Il giorno della gara, dopo tutta la parata del corteo
storico, i fantini sui cavalli escono dal palazzo del Comune e ricevono il
nerbo o meglio se lo prendono essi stessi da un contenitore messo a lato destro
dell’ingresso uscendo, una sorta di tendine di bue essiccato usato per
sollecitare il cavallo, e si posizionano alla “mossa”, ossia il luogo della
partenza. Il mossiere, giudice della
gara, riceve a quel punto una busta con l’ordine di uscita delle varie contrade
che si devono allineare ai canapi che non sono altro che due corde che
delimitano la partenza della competizione. Questi poi chiama seguendo l’elenco
i primi 9 fantini, mentre il decimo e ultimo può entrare già al galoppo quando
lo ritiene più opportuno e favorevole, lasciando così di fatto a lui il via
della corsa.
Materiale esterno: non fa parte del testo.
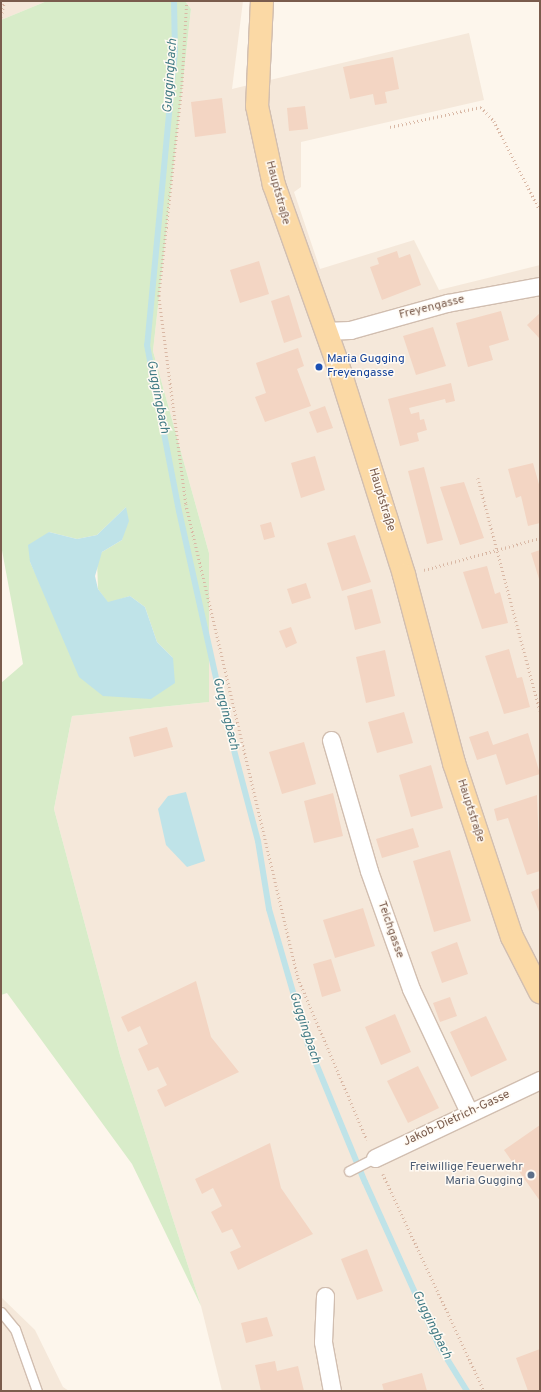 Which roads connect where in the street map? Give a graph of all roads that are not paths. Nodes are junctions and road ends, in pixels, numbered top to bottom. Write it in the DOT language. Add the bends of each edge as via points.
graph roads {
  1 [pos="262,1"];
  2 [pos="540,286"];
  3 [pos="324,331"];
  4 [pos="331,740"];
  5 [pos="540,992"];
  6 [pos="540,1080"];
  7 [pos="469,1112"];
  8 [pos="375,1158"];
  9 [pos="349,1171"];
  10 [pos="325,1296"];
  11 [pos="1,1312"];
  12 [pos="37,1391"];
  13 [pos="332,1391"];
  1 -- 3 [label="main road, Hauptstraße" via="257,106 274,185"];
  2 -- 3 [label="street, Freyengasse" via="447,303 350,330"];
  3 -- 5 [label="main road, Hauptstraße" via="337,362 404,575 454,763 512,937"];
  4 -- 7 [label="street, Teichgasse" via="369,871 411,989"];
  6 -- 7 [label="street, Jakob-Dietrich-Gasse"];
  7 -- 8 [label="street, Jakob-Dietrich-Gasse"];
  8 -- 9 [label="lane"];
  10 -- 13 [label="street" via="323,1342"];
  11 -- 12 [label="lane" via="15,1329"];
}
Ciò che deve fare il
mossiere è cercare di capire poco prima le intenzioni del fantino e sganciare
per tempo le corde per liberare i cavalli: è durante l’attesa dell’ingresso
del decimo cavallo che i fantini ai canapi contrattano accordi per aiuti contro
un’altra contrada se presente fra le rivali ataviche.
Il momento della partenza del Palio di luglio 2007
La corsa vera e propria si compie intorno alla piazza per tre
volte: la zona più famosa e anche pericolosa è quella della curva di San
Martino, dove molti fantini purtroppo spesso cadono e i cavalli sbattono contro
le paratie. A vincere però non è il
fantino ma il cavallo, che per assurdo può arrivare anche da solo (cavallo
scosso) al traguardo. La contrada vincitrice riceve il cosiddetto drappellone,
chiamato dai senesi “cencio”, una stoffa dipinta diversa ogni gara da pittori
più o meno famosi.
Ma raccontare il Palio di Siena è impresa impossibile per
ogni scrittore e giornalista che ci si dedica perché descrivere l’emozione
provata dai contradaioli e dai loro Capitani di Contrada è cosa inenarrabile. È
un esempio lampante di euforia collettiva oltre che un fenomeno di costume che
di rado si trova in qualsiasi altro evento dello stesso genere e che andrebbe
vissuto non solo in presenza ma anche seguendo una per una le varie fasi di
preparazione fino alla competizione stessa e ….magari alla vittoria!